It just wouldn't be the same with steel, but the brass was $$EXPENSIVE$$.

It's also really addictive to work on a lathe.  Damn but brass shapes easy compared to steel.  Especially compared to high carbon drill rod, which is the other thing I turn most of the time, to make fasteners and such.

Heh, I'm off the rails off topic hijacking my own thread.  It doesn't really get the thread back on topic, but I turned the pommel on that knife on my lathe.  You can barely tell after all the work I did with a grinder, and it wasn't at all an efficient use of material.


----------



## Brento (Mar 16, 2018)

@JDS77 i was just saying hw im the same way im doing it for the fun of it and to possibly grow and make it into a side job. But from buying the machines and such im low on cash to buy materials i need to do projects now.


----------



## dewbane (Mar 17, 2018)

Brento said:


> @JDS77 i was just saying hw im the same way im doing it for the fun of it and to possibly grow and make it into a side job. But from buying the machines and such im low on cash to buy materials i need to do projects now.

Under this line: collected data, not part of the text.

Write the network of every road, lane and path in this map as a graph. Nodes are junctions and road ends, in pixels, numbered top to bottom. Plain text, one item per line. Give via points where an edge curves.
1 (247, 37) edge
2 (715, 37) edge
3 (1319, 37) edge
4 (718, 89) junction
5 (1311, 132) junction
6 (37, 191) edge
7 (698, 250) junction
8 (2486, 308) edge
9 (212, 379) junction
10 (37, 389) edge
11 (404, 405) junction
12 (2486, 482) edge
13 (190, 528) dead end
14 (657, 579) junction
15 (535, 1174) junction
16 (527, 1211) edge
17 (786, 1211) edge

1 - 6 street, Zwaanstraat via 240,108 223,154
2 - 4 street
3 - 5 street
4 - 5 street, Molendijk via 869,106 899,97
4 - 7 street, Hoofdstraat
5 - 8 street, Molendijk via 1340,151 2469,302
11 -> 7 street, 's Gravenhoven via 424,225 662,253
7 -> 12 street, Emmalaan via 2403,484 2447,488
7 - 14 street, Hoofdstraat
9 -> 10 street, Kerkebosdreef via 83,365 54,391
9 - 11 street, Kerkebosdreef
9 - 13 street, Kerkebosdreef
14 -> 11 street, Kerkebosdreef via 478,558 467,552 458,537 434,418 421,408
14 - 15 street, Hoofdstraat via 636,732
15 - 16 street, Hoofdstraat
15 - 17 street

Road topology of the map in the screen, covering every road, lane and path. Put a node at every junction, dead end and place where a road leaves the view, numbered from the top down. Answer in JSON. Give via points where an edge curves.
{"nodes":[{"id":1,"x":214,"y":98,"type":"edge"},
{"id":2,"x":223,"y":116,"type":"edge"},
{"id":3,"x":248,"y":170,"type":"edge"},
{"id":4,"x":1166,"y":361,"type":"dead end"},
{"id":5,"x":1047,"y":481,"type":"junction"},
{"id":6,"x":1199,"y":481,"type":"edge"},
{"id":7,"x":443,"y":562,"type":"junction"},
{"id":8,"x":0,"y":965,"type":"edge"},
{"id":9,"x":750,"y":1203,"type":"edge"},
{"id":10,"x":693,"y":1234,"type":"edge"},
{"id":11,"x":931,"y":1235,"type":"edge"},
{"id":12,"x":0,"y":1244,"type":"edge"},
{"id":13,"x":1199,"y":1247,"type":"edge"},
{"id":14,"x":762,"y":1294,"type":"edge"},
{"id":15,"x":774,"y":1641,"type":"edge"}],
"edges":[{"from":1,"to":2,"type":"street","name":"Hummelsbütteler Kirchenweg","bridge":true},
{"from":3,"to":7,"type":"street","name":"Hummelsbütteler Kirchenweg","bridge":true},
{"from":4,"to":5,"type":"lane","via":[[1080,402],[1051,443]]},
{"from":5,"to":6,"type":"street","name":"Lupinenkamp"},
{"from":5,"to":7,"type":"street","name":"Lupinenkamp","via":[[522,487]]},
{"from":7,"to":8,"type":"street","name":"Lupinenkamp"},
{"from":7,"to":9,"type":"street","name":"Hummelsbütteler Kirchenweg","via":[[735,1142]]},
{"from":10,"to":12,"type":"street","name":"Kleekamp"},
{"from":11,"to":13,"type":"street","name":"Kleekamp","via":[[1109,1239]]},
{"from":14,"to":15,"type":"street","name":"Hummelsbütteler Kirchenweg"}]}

This is a source of stress for me every day as well.  I went all in, and my budget just didn't go far enough.  My machine purchases included a cheap home vinyl cutter to do masks for etching.  I used the cutter to produce a nice big sign for the back window of my pickup truck, and everywhere I go I'm pointing people to a website that doesn't even exist yet, because I don't have the money to set up the site I expected to have running two months ago.  Talk about putting the cart before the horse.

I have $6.41 in my disposable income account right now.  Whooooeeeeee!  Take that out in pennies so I can jingle while I walk.

My real bills are covered though.  That's the main thing.  Really, I'm just having to return to my roots.  When I first got into making stuff, I was a broke kid with two babies to feed, and I had to dig through a lot of trash to find materials I could use.  I actually used some of that trash to make a stand for my anvil 20 years later.  It was a waterbed frame somebody threw out in the '90s.  Good yellow pine I was saving for a suitable project.  This is why I'm a hoarder.  I always use my junk eventually!

I'm better off than I was, and I'm going to be fine in the long run.  It took me years to replace my lousy railroad track with a real anvil, and that anvil cost almost $1,000.  OUCH!!!!  But it was all worth it.  I don't really care if I make a dime at any of this. Man, I can make pretty damn nice looking knives now, I can make knobs, I can make jigs and fixtures that are retailing for hundreds of dollars, I can make funky specialized screws, and I have just barely scratched the surface of what I can do with this shop.  I once tried to make a macro focusing rail for a camera using pop rivet and hardware store bolt level technology.  Put my mind to that problem now, and I bet I could fabricate something wicked.


----------



## JDS77 (Mar 20, 2018)

Man more power to you i never had kids to worry about didn't get married till after 40 i always worked on things motorcycles cars and everything in between first became a machinist in early 80,s because of racing then lost my job because of racing go figure but there's always a lathe and a MILL somewhere close moved around alot chasing my racing dream but screwed that up moved back to my home state of Nebraska to restart went from making 24 a hr and up to about min wage took a longtime to get where life was right and all of suden i am old 
But now i have a nice little shop a pm835s mill and a couple of craftsman lathes plus other much needed tools and i am trying hard to put them to work to make me right with the world again it's not about money it's about feeling good


----------



## JDS77 (Mar 20, 2018)

Forgot to say i have a penny jar to


----------



## middle.road (Mar 21, 2018)

Now then, this thread is a good read.
We need a rating system to cover an entire thread.


----------



## Aukai (Mar 21, 2018)

Ever been a third party listening to a conversation that is interesting, and then they start talking in a foreign language. Then they start back up in English again, and your left wondering what just happened. Neat idea though.......


----------



## dewbane (Mar 25, 2018)

As I got ready to go out into the blizzard to knock the snow off the flimsy roof, my son said, "Oh yeah!  You need to make sure your system is working."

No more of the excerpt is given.